--- Exercise material Enclosed Below ---

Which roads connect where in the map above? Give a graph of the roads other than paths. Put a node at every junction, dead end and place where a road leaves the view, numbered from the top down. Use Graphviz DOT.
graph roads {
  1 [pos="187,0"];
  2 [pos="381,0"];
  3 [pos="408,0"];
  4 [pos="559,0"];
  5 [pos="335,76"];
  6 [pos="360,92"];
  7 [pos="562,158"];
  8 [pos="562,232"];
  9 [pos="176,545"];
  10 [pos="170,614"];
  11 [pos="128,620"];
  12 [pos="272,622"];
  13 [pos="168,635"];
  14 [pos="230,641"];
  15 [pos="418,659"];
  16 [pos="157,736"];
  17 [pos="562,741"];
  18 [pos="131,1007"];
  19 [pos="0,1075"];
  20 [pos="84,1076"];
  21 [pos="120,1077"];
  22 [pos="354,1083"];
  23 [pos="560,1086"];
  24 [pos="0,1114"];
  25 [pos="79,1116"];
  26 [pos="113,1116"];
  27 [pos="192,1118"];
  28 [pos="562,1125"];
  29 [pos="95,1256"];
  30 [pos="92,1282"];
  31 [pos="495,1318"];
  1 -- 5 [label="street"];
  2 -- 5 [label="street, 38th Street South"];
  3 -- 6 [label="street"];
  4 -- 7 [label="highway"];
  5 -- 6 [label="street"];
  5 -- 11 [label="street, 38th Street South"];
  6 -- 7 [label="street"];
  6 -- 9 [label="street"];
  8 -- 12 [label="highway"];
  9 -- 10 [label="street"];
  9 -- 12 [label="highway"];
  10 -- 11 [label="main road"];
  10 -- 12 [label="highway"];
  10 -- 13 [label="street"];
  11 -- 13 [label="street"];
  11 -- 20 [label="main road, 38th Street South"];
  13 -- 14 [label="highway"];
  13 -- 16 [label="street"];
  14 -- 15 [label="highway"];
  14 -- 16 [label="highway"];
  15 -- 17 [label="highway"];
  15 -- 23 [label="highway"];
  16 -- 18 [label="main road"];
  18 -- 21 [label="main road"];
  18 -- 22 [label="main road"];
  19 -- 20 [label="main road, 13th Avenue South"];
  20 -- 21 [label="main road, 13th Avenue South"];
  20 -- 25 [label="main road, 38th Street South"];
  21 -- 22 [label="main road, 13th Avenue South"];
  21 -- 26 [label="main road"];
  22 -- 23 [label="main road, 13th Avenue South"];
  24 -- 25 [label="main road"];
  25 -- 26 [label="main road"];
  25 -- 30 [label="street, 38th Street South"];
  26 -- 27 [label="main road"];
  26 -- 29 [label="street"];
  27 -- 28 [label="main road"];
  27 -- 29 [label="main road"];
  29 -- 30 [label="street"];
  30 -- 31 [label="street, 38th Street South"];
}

--- End of Enclosed Exercise material ---

◆ What to work on: Go through the entries above and copy each line holding the string "highway".

◆ Reply:
  4 -- 7 [label="highway"];
  8 -- 12 [label="highway"];
  9 -- 12 [label="highway"];
  10 -- 12 [label="highway"];
  13 -- 14 [label="highway"];
  14 -- 15 [label="highway"];
  14 -- 16 [label="highway"];
  15 -- 17 [label="highway"];
  15 -- 23 [label="highway"];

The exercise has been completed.